** What is needed **
Once you find the line containing "middle dip: (178, 129)", output it and every line after it to the end of the records, exactly.

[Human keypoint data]
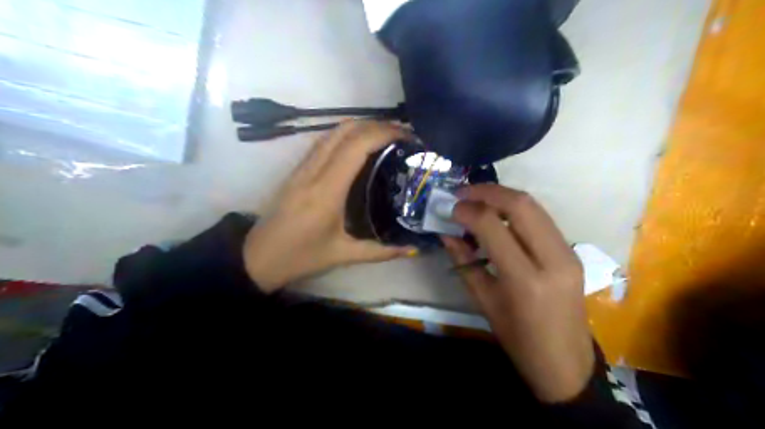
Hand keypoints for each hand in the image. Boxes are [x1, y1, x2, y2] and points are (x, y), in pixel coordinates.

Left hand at [243, 121, 415, 293]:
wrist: (257, 258)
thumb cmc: (300, 257)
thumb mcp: (343, 255)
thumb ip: (381, 252)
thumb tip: (413, 249)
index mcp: (326, 190)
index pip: (356, 146)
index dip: (384, 133)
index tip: (408, 136)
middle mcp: (313, 171)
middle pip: (345, 130)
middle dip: (377, 125)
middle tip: (403, 134)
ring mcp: (302, 168)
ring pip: (332, 132)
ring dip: (361, 126)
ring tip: (387, 135)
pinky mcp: (297, 170)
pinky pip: (324, 142)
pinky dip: (346, 134)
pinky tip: (360, 145)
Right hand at [439, 185, 592, 402]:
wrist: (565, 362)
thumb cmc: (518, 339)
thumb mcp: (484, 302)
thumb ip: (464, 262)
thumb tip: (447, 232)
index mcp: (525, 281)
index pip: (494, 227)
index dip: (469, 210)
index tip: (451, 207)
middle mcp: (552, 260)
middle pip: (521, 205)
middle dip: (488, 191)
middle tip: (463, 192)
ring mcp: (568, 253)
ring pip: (535, 206)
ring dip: (503, 196)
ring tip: (477, 198)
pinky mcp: (572, 252)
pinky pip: (542, 218)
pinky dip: (517, 209)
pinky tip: (499, 214)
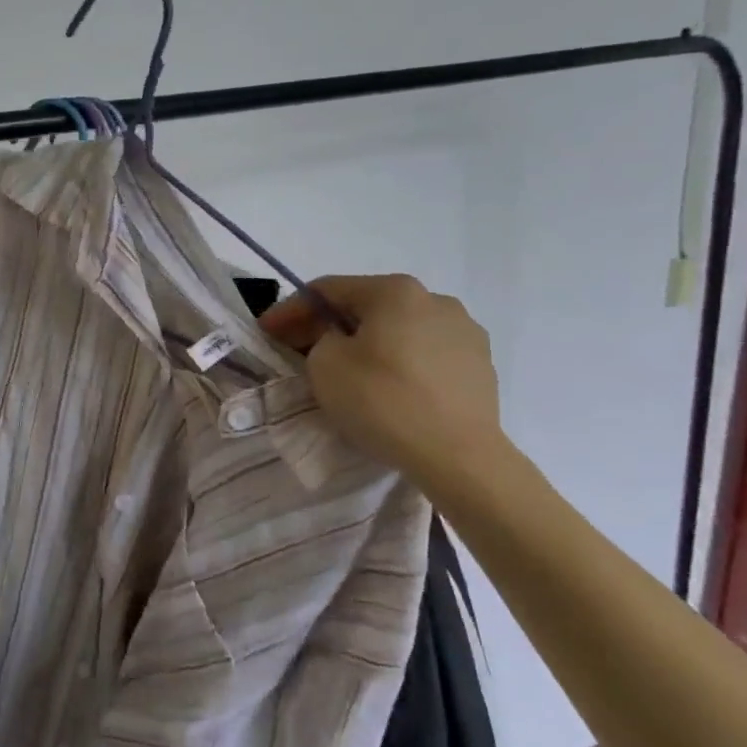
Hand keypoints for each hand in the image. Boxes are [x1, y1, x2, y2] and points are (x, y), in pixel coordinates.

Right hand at [259, 274, 506, 492]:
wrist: (459, 456)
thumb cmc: (383, 401)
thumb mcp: (325, 365)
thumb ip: (320, 339)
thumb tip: (339, 340)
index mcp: (395, 291)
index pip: (327, 290)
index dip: (290, 309)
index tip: (266, 330)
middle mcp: (435, 299)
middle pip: (367, 306)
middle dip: (329, 325)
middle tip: (300, 349)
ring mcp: (465, 331)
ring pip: (400, 330)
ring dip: (369, 343)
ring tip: (349, 371)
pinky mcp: (480, 364)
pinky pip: (426, 355)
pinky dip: (400, 363)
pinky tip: (390, 389)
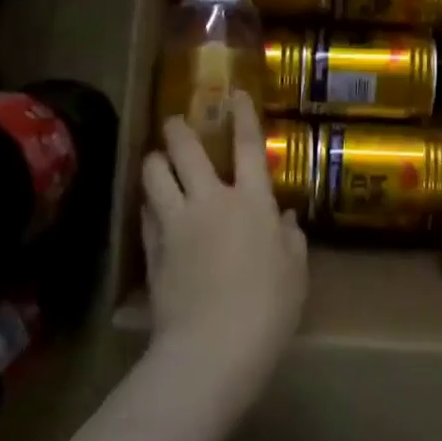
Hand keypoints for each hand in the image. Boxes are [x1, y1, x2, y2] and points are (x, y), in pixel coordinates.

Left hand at [141, 94, 307, 396]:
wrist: (212, 347)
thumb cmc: (268, 309)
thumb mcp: (295, 273)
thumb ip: (290, 240)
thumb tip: (284, 218)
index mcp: (251, 202)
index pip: (248, 146)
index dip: (243, 116)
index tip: (234, 93)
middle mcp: (211, 201)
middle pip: (187, 150)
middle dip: (178, 129)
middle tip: (174, 121)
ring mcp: (177, 223)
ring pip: (154, 175)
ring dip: (155, 162)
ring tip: (157, 161)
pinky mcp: (153, 249)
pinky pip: (146, 213)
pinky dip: (149, 204)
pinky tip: (152, 208)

** Task output **
middle dip: (178, 129)
middle tip: (174, 121)
ring mcp: (177, 223)
ring pip: (154, 175)
ring dip: (155, 162)
ring tip: (157, 161)
pinky mcp: (153, 249)
pinky pip: (146, 213)
pinky dip: (149, 204)
pinky tip: (152, 208)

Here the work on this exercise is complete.